Seputar Indonesia Timur — Kapolri Jenderal Listyo Sigit Prabowo menyebut, kini jumlah anggota Kelompok Kriminal Bersenjata (KKB) Papua semakin bertambah. Di mana pada beberapa tahun lalu sekitar 300 orang, kini sudah melebihi 1.000 orang.
Hal itu disampaikan Sigit dalam sambutannya di acara HUT ke-79 Brimob Polri di Mako Brimob, Kelapa Dua, Depok, pada Kamis (14/11/2024).
“Kita lihat sebelum pengumuman DOB (daerah otonom baru), dan juga perubahan terkait dengan kebijakan dana otsus (otonomi khusus), saya ingat beberapa tahun yang lalu jumlah KKB kita masih kurang lebih sekitar 300,” jelas Sigit.
“Namun pasca itu, yang terjadi saat ini jumlah KKB kita melebihi 1.400 kalau enggak salah ya, 1.200. Dan jaringannya juga semakin bertambah,” imbuhnya.
Sigit mengungkapkan, bertambahnya jumlah KKB memperlihatkan bahwa kebijakan pemerintah dalam menyejahterakan warga Papua masih belum dapat diterima.
Mengingat jumlah KKB semakin banyak, Sigit meminta Brimob untuk bersiap.

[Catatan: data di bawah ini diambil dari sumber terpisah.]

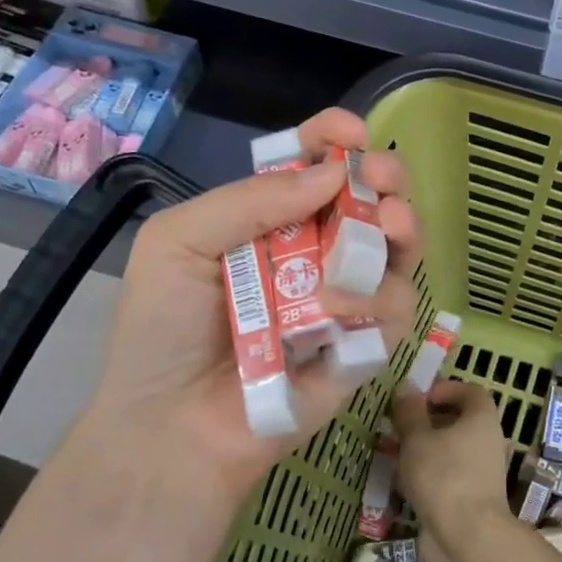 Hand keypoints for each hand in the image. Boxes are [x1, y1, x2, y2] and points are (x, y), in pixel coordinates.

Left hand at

“Artinya apa? Apa yang menjadi kebijakan pemerintah pusat untuk mensejahterakan masyarakat Papua, belum bisa diterima dengan baik, atau mungkin belum tersosialisasi dengan baik. Sehingga yang ada justru sebaliknya jumlah KKB-nya yang semakin meningkat. Sehingga di satu sisi, rekan-rekan tentunya harus siap menghadapi ini,” terang Sigit.
Sigit menuturkan, bahwa cara untuk memberi pemahaman pada warga Papua, di mana pemerintah Indonesia serius dalam meningkatkan kesejahteraan menjadi tantangan tersendiri.
Dia mengingatkan Brimob supaya bersiap apabila berhadapan dengan segala konflik sosial.
“Di sisi lain, kita juga berhadapan dengan masalah konflik-konflik sosial yang sebetulnya rekan-rekan memiliki tugas untuk mengantisipasi hal tersebut,” pungkas Sigit.